第14話 『地下の世界』その4


 『いったい、どこで、うつされたのかい?』


 ぼくは、具李子さんに尋ねた。


 『まさか、ぼく、とか?』


 『あなた、かぜ、ひいてる?』


 『いえ。』


 『じゃ、違うわね。』


 『巫女さまかな?』


 『電話したら、違うと言っていました。』


 『じゃ、おかあさん?』


 『その線が強いです。』


 『ふうん。おかあさんの職場は、小学校の食堂だね。』


 『まずいんだなあ。まあ、たぶん、いじめはないけどね。』


 『うん。……で、あれは、どうだった?』


 ぼくは、話題を変えなければならないと思ったのである。


 『それよね。』


 具李子さんは、鞄からノートを取り出した。


 『古文書も、持っているよ。でも、あれは、持たない方が良さそうに思ったんだ。写しは録ったから、なくても大丈夫だよ。
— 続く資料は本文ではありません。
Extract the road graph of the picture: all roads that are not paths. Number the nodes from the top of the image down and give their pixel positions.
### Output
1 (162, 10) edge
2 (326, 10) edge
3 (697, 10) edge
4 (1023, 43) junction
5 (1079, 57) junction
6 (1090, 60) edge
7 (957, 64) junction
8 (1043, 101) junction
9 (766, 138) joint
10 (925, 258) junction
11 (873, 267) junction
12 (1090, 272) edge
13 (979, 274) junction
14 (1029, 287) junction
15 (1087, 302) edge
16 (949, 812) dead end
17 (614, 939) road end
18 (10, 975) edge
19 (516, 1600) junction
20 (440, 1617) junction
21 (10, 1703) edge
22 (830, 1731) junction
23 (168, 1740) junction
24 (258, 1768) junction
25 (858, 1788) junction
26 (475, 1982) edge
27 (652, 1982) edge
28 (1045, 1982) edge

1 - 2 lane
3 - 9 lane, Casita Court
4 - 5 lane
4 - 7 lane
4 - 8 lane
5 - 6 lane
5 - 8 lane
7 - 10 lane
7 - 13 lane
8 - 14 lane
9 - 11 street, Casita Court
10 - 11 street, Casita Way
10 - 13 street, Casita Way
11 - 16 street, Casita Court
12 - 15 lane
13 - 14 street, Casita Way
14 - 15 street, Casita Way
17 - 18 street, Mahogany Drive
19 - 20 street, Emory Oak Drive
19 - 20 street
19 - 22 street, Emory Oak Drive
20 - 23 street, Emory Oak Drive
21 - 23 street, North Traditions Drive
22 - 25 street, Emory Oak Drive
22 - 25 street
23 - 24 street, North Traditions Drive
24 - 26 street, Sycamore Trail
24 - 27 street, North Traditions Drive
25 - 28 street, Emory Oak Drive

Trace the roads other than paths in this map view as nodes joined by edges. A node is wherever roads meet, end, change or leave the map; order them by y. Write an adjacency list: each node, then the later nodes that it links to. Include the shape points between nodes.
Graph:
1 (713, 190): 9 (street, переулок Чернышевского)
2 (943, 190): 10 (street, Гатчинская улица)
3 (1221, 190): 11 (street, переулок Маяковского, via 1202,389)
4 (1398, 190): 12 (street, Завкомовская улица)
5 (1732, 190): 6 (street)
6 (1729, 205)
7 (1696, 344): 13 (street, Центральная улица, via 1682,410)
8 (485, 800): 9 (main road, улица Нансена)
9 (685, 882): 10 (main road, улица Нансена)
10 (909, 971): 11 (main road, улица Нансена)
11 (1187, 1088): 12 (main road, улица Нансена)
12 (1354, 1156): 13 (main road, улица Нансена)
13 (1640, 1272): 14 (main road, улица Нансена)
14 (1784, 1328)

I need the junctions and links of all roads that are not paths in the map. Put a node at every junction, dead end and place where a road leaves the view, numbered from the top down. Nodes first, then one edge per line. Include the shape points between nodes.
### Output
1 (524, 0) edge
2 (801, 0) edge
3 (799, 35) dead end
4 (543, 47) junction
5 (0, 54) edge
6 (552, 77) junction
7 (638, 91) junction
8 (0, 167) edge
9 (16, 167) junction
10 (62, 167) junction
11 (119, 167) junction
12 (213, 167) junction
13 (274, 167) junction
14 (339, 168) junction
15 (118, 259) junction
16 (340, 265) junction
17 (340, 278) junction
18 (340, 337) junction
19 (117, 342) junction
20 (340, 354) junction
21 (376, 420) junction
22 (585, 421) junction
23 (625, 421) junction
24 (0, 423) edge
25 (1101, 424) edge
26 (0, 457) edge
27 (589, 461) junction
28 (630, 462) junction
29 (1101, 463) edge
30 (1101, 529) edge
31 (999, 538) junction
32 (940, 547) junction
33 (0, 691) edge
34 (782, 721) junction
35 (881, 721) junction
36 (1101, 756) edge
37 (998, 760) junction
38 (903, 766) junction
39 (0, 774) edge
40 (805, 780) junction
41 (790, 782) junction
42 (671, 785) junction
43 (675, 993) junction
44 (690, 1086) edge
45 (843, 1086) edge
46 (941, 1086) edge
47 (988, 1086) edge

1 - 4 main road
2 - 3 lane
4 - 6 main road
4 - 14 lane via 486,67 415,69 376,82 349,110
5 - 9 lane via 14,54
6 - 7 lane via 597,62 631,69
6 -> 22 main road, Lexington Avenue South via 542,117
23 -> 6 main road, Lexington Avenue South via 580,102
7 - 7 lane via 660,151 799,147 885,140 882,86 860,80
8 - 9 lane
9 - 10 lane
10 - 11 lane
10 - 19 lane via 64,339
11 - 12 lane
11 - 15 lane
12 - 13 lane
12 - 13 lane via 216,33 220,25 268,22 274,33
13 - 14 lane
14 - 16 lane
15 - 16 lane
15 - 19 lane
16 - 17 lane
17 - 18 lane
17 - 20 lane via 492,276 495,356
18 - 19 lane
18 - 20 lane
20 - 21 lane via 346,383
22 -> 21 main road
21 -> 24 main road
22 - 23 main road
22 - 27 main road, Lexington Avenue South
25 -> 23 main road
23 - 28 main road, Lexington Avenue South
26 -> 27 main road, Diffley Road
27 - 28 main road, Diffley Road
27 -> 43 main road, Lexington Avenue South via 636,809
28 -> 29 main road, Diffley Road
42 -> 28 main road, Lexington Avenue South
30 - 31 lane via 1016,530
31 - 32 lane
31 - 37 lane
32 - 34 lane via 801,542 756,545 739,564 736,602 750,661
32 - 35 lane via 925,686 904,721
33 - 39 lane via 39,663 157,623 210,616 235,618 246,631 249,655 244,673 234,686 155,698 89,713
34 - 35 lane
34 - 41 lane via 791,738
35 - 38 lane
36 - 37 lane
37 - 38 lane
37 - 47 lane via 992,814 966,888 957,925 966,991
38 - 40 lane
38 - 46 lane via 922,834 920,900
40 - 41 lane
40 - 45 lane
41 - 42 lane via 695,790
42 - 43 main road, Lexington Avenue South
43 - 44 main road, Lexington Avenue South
座る?』


 『ああ。』


 神社の入口には、小さな公園があって、ベンチが置かれていた。


 ほかに、人影もない。


 ぼくは、具李子さんと並んで座った。


 そんなことは、初めてのことである。


 しかし、これは、幸いだったと言うしかないのだろう。


 なにもなければ、そうしたことは、起こるわけがないから。


 『内容自体は、そんなに長くない。まず、前書きもなく、唐突に始まります。』


 具李子さんは、やや、近寄ってきて、ノートを見せてくれた。


 『そのいち てんからおちたふね。』


 『そ、そのものだね。』


 『そうそう。』


 具李子さんは、訳もなく言った。